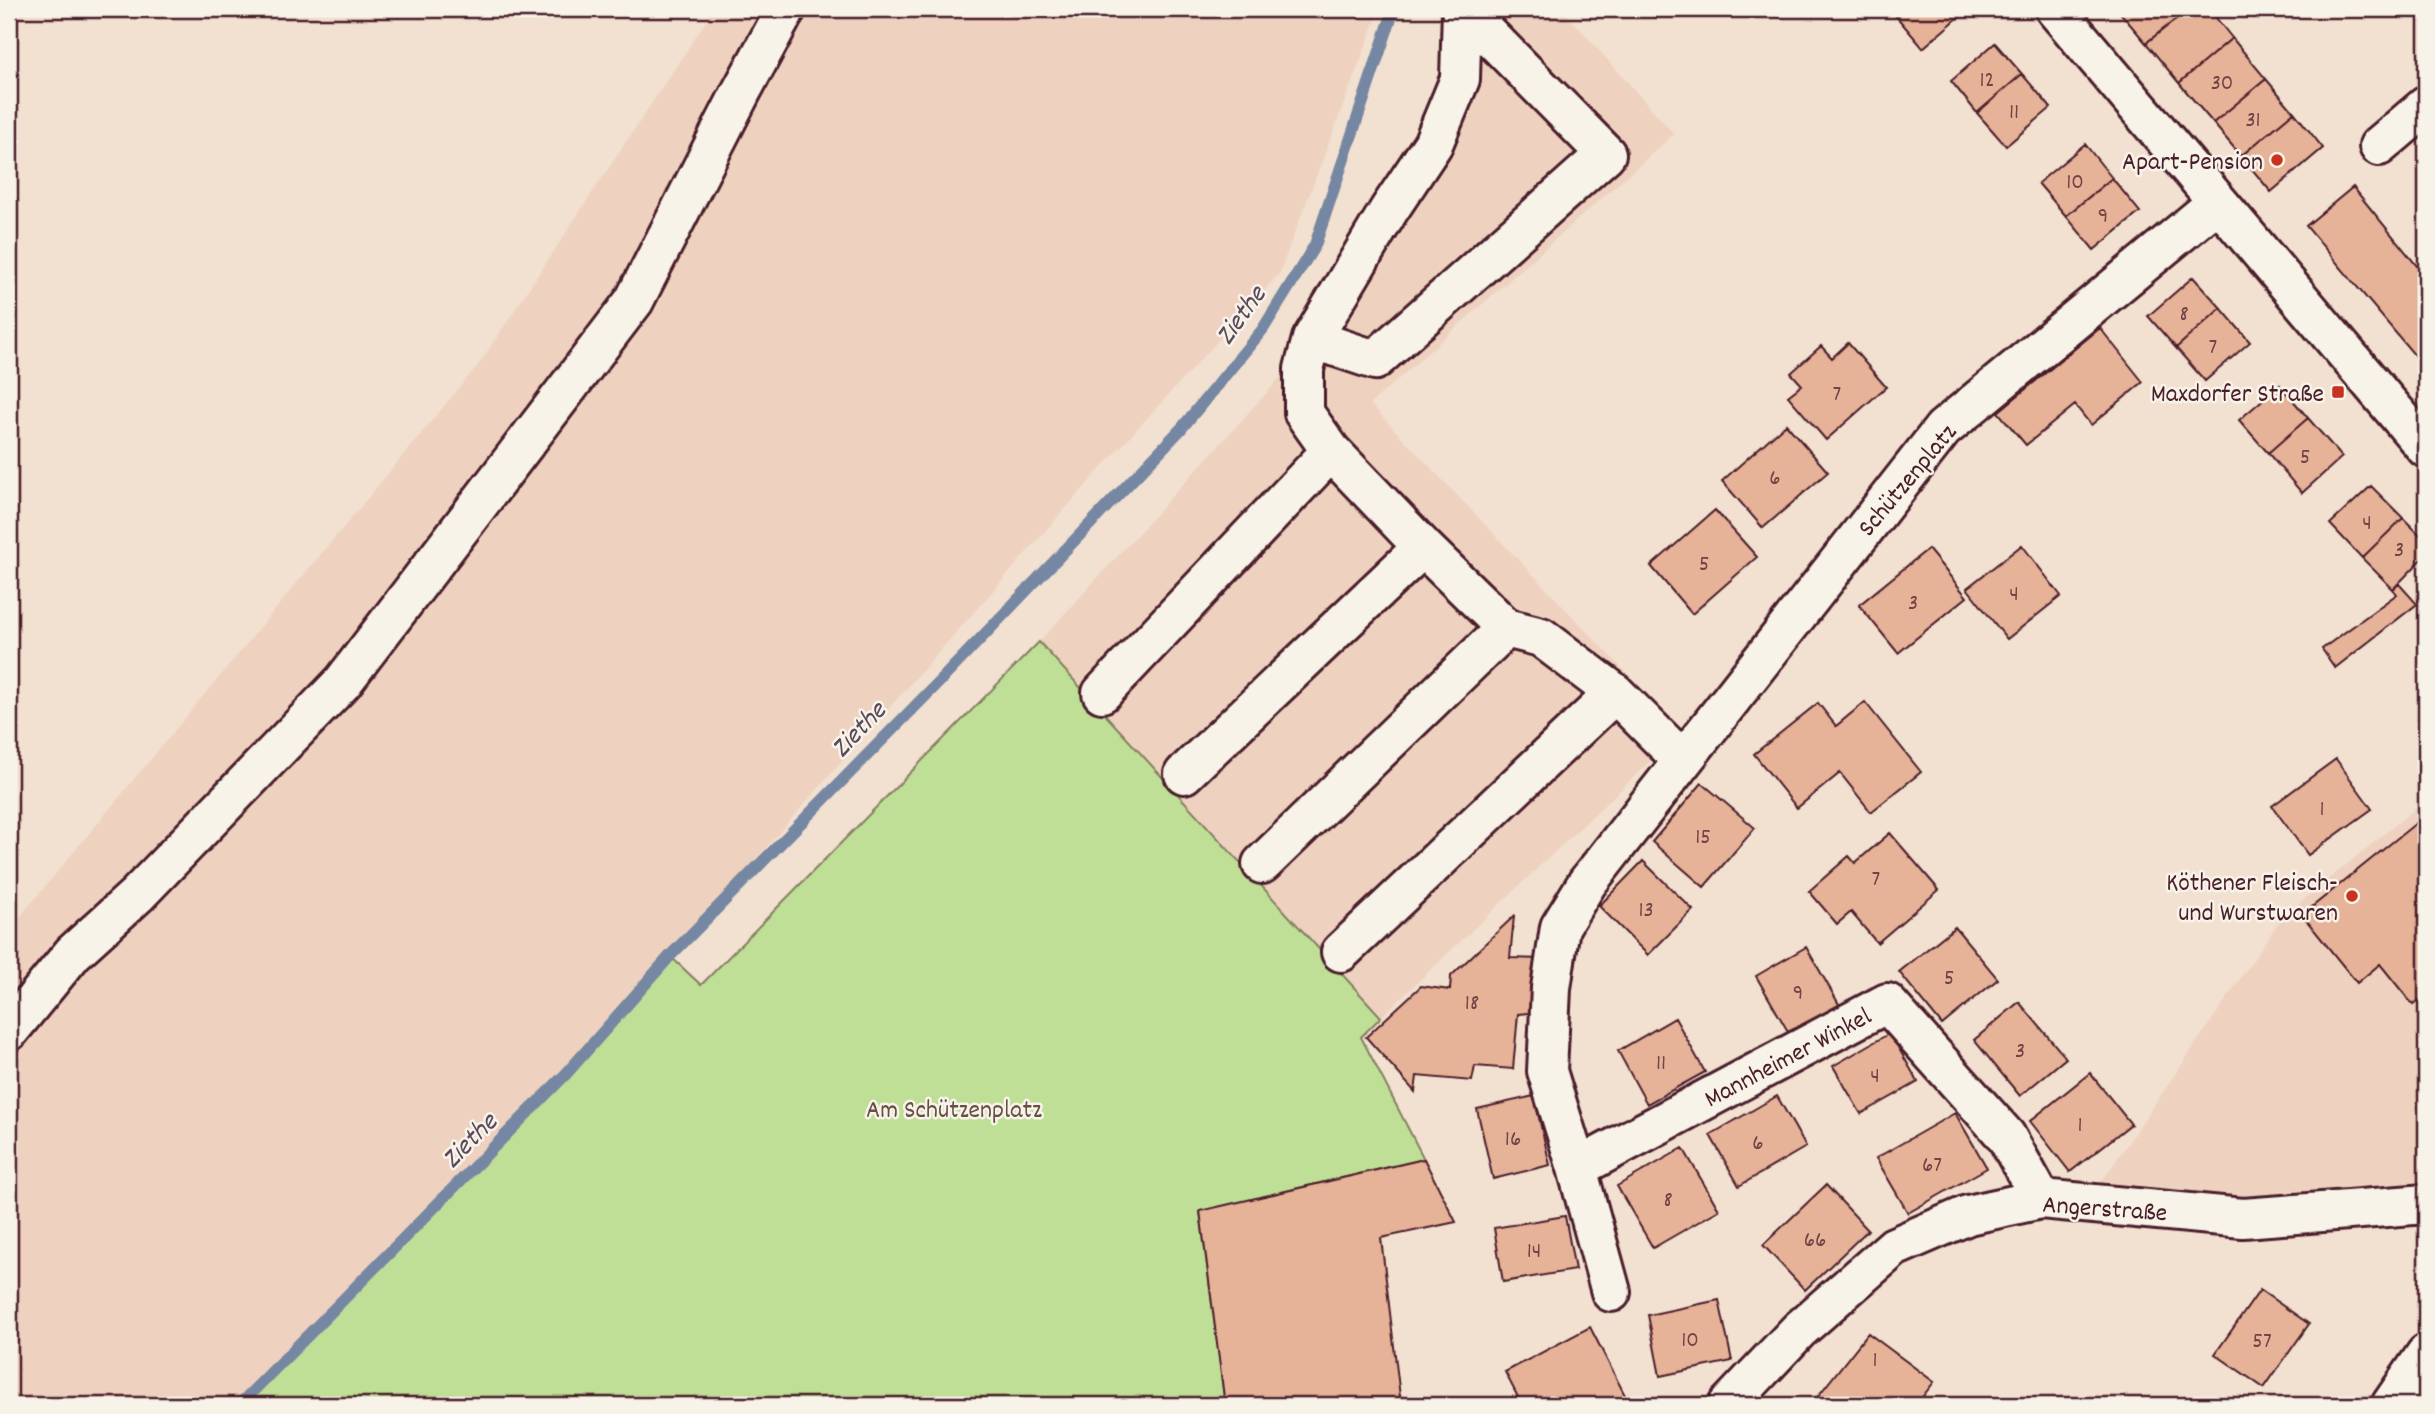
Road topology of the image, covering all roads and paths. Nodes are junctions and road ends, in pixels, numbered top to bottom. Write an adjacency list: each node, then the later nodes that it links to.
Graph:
1 (786, 9): 18 (street)
2 (1462, 9): 7 (street); 7 (street)
3 (2055, 9): 6 (street)
4 (2426, 106): 5 (street)
5 (2379, 146)
6 (2218, 202): 8 (street); 14 (street, Schützenplatz)
7 (1311, 339): 9 (street)
8 (2426, 448)
9 (1331, 452): 10 (street); 12 (street)
10 (1423, 547): 11 (street); 15 (street)
11 (1506, 628): 13 (street); 16 (street)
12 (1102, 692)
13 (1615, 693): 14 (street); 17 (street)
14 (1689, 750): 19 (street)
15 (1184, 774)
16 (1262, 864)
17 (1341, 952)
18 (9, 1031)
19 (1577, 1168): 20 (street, Mannheimer Winkel); 22 (street)
20 (2041, 1199): 21 (street, Angerstraße); 24 (street, Angerstraße)
21 (2426, 1204)
22 (1611, 1292)
23 (2426, 1354): 25 (street)
24 (1728, 1405)
25 (2392, 1405)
◇ ◇ ◇ ◇
Repeat all entries exactly, pictures excluded.

Road topology of the image, covering all roads and paths. Nodes are junctions and road ends, in pixels, numbered top to bottom. Write an adjacency list: each node, then the later nodes that it links to.
Graph:
1 (786, 9): 18 (street)
2 (1462, 9): 7 (street); 7 (street)
3 (2055, 9): 6 (street)
4 (2426, 106): 5 (street)
5 (2379, 146)
6 (2218, 202): 8 (street); 14 (street, Schützenplatz)
7 (1311, 339): 9 (street)
8 (2426, 448)
9 (1331, 452): 10 (street); 12 (street)
10 (1423, 547): 11 (street); 15 (street)
11 (1506, 628): 13 (street); 16 (street)
12 (1102, 692)
13 (1615, 693): 14 (street); 17 (street)
14 (1689, 750): 19 (street)
15 (1184, 774)
16 (1262, 864)
17 (1341, 952)
18 (9, 1031)
19 (1577, 1168): 20 (street, Mannheimer Winkel); 22 (street)
20 (2041, 1199): 21 (street, Angerstraße); 24 (street, Angerstraße)
21 (2426, 1204)
22 (1611, 1292)
23 (2426, 1354): 25 (street)
24 (1728, 1405)
25 (2392, 1405)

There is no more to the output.